My darling, heart and soul, my better self, my all,
Turn down to me your eyes, so blue and full of stars!
For just one charming glance, divinely healing balm,
I'll raise the veil for you of pleasure's secret depths,
And lull you fast asleep within an endless dream!'
But then Hippolyta, lifting her troubled head:
'My Delphine, do not think that I repent our love;
I'm not ungrateful, but I suffer in distress
As if I'd been a part of some strange feast at night.
I feel such heavy dread dissolving over me,
And black battalions of a scattered troop of ghosts
Who wish to lead me off on roads that shift and move
Beneath a bloody sky that closes all around.
Have we committed then a strange, forbidden act?
Please, if you can, explain my trouble and my fright:
I shake and tremble when you say to me "my love!"
And still I feel my mouth is yearning at your call.
My heart's-ease and my dear, don't look at me that way!
O sister of my choice, you'll always be my love,
And even though you were an ambush ready-set,
The first disturbing step along the road to Hell!'
Delphine, then, rising up to shake her tragic mane,
As if before the tripod, stamping furiously,
Flashing her fatal eye, answered in despot's voice:
'Who in the face of love dares speak to me of Hell!
Accursed may he be, the one with useless dreams
Who in stupidity, promoting to the world
A sterile conundrum, impossible to solve,
First sought to mix the ways of virtue and of love!
Anyone who could join within a mystic bond
Shadow with glowing heat, the night-time with the day,
Never will come to warm his paralytic flesh
At this refulgent sun, which people know as love!
Go, if you will, and find some brutish fiance;
Go give a virgin heart to torturous embrace;
And, livid, with your fill of horror and remorse,
Come running back to me with scars across your breasts...

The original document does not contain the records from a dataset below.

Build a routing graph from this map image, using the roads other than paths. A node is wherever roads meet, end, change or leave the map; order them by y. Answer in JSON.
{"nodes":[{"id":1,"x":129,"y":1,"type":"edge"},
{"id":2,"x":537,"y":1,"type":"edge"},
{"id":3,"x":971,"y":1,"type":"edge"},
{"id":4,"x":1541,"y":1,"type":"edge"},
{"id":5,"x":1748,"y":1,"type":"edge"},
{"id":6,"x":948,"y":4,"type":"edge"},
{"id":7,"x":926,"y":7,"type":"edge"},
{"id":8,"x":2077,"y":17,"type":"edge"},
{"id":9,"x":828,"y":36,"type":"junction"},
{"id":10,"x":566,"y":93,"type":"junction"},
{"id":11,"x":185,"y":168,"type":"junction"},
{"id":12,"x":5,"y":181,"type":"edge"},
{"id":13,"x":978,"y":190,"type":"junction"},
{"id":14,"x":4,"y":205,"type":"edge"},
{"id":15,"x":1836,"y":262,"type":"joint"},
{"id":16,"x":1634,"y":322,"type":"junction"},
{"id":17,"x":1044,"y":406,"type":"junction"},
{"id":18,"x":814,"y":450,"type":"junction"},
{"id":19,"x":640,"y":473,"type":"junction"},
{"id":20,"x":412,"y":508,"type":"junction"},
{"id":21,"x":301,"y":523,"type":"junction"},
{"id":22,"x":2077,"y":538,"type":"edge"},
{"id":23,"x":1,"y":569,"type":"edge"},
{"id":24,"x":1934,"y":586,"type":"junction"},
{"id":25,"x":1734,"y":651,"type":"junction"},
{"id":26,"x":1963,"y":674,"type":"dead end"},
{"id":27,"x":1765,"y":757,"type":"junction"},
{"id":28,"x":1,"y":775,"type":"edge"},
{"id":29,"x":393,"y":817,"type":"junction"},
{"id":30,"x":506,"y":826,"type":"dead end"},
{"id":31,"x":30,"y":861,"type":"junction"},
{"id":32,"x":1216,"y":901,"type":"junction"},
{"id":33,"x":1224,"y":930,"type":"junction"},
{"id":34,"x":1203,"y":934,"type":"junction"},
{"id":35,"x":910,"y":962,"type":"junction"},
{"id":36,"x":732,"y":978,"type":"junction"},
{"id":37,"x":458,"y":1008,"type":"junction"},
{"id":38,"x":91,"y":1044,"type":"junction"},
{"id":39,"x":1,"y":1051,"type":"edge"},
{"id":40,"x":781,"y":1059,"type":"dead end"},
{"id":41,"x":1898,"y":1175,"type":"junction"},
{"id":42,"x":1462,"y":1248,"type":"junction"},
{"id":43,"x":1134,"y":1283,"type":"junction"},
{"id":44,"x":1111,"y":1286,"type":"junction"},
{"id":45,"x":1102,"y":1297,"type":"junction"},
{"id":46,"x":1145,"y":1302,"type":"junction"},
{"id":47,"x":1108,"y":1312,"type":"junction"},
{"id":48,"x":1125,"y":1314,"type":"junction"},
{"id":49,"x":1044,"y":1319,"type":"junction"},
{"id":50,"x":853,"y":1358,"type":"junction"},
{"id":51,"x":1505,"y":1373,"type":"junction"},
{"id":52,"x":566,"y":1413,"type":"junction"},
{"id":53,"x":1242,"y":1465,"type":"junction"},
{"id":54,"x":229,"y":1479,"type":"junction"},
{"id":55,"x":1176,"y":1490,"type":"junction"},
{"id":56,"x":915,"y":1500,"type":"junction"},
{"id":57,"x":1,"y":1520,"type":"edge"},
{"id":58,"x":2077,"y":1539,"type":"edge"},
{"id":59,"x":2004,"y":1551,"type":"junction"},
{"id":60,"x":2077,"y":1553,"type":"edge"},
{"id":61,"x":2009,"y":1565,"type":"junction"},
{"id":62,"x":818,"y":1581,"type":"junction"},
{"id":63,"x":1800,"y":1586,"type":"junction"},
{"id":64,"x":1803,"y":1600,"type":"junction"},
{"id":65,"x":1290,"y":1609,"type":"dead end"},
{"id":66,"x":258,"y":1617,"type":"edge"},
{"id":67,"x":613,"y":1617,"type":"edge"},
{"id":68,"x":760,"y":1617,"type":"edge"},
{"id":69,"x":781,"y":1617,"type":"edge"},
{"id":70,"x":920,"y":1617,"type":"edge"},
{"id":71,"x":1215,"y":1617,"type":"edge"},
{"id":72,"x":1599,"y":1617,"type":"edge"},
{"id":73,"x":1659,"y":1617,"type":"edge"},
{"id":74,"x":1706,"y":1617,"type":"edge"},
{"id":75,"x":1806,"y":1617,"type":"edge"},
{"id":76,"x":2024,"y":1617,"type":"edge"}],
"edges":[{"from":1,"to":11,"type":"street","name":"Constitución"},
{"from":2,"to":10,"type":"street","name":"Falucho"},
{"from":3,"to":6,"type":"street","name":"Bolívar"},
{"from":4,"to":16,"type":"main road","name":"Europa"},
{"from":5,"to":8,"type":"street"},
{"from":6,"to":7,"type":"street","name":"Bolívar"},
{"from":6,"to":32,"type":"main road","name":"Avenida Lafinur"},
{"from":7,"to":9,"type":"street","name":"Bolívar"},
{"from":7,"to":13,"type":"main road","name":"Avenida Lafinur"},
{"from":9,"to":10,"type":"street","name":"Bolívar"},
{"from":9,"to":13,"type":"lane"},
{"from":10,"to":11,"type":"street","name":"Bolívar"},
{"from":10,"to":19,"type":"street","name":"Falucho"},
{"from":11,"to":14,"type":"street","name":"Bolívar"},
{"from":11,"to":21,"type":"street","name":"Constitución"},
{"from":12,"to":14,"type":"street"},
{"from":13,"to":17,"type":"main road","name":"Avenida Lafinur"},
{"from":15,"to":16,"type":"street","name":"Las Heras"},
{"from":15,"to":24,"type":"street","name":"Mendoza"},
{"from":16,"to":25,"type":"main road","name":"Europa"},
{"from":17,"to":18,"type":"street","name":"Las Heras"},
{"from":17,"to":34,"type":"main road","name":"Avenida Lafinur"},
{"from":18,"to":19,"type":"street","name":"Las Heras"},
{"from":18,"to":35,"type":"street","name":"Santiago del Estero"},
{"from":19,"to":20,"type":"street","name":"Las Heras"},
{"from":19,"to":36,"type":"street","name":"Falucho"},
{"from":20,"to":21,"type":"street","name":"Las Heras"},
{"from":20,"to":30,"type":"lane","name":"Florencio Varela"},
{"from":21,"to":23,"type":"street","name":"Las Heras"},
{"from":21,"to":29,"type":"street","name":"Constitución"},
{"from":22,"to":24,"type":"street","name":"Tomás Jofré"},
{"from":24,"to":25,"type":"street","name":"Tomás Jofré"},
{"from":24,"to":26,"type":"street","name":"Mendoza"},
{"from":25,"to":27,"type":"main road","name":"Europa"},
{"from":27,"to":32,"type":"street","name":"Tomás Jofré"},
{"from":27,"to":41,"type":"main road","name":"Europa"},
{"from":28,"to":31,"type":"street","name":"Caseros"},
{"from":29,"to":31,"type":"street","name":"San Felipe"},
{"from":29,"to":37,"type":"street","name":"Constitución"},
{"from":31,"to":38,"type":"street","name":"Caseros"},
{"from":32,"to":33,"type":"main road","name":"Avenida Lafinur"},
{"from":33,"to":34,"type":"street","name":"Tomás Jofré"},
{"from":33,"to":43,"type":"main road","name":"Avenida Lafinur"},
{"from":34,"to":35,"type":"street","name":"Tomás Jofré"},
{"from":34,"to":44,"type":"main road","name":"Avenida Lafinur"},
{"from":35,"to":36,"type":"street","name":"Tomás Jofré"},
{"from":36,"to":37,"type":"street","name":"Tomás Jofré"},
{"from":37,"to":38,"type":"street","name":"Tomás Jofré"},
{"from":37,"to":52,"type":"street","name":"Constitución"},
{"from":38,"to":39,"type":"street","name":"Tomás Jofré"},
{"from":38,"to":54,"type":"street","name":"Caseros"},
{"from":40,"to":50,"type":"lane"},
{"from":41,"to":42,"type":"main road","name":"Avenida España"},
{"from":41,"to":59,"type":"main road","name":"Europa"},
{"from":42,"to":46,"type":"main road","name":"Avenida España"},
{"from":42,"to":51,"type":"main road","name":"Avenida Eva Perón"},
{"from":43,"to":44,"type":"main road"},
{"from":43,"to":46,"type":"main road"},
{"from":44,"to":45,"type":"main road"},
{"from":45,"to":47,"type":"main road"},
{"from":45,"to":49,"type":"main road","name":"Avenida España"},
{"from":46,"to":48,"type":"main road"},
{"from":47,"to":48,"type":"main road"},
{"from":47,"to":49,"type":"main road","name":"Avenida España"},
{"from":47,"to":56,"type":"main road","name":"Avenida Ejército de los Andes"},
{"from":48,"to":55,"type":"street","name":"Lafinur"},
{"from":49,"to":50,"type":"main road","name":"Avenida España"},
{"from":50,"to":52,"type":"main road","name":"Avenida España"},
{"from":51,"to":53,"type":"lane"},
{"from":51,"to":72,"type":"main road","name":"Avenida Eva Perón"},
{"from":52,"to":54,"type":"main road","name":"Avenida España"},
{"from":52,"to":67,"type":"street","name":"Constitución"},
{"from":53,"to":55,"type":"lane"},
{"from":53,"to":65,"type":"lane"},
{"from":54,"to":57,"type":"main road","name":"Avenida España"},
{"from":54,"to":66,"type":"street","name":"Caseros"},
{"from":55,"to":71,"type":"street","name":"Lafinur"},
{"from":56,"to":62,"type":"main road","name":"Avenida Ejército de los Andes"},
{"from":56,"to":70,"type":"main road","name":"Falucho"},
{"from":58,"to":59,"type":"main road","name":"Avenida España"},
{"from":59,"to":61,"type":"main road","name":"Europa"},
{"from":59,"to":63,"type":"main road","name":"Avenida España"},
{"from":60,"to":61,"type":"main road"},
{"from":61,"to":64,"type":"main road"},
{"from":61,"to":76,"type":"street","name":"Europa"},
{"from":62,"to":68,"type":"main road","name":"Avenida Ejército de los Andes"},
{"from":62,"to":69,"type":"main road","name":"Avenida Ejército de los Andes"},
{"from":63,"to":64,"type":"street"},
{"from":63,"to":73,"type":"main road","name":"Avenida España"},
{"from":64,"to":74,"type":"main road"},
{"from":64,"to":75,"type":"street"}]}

In this world only one true master can be served!'
But the unhappy child poured out a giant grief
As suddenly she cried: - 'I feel within my soul
An opening abyss: this chasm is my heart!
Deep as the void, with a volcano's boiling heat!
This fierce and moaning monster nothing can assuage,
And nothing can refresh the Furies fiery thirst,
Who, torch in hand, will burn the flesh down to the blood!
Let our closed curtains, then, remove us from the world,
And let our lassitude allow us to find rest!
I would obliterate myself upon your throat
And find the coolness of the tombs within your breast!'
Descend, you victims, oh lamentably descend,
Descend along the path to the eternal Hell!
Plunge on into the gulf where all the shameful crimes,
Those foolish shadows, run at limits of desire,
Seething this way and that with a great thunderous noise,
Flogged by a heavy wind that never saw the sky;
There never will you find your passion satisfied,
And your torment will be your pleasure's awful child.
Never a freshening ray will shine within your caves;
Through cracks along the wall will filter deadly mists
That cast a lantern's glow of pale and dismal flame
And penetrate your bodies with perfumes of death.
The harsh sterility of all your acts of lust
Will bring a dreadful thirst and stiffen out your skin,
And your concupiscence become a furious wind
To snap your feeble flesh like an old, weathered flag.
Far from the living world, wandering and condemned,
Across the desert wastes, go running like the wolves;
Make out your destiny, you poor disordered souls,
And flee the infinite you carry in yourselves!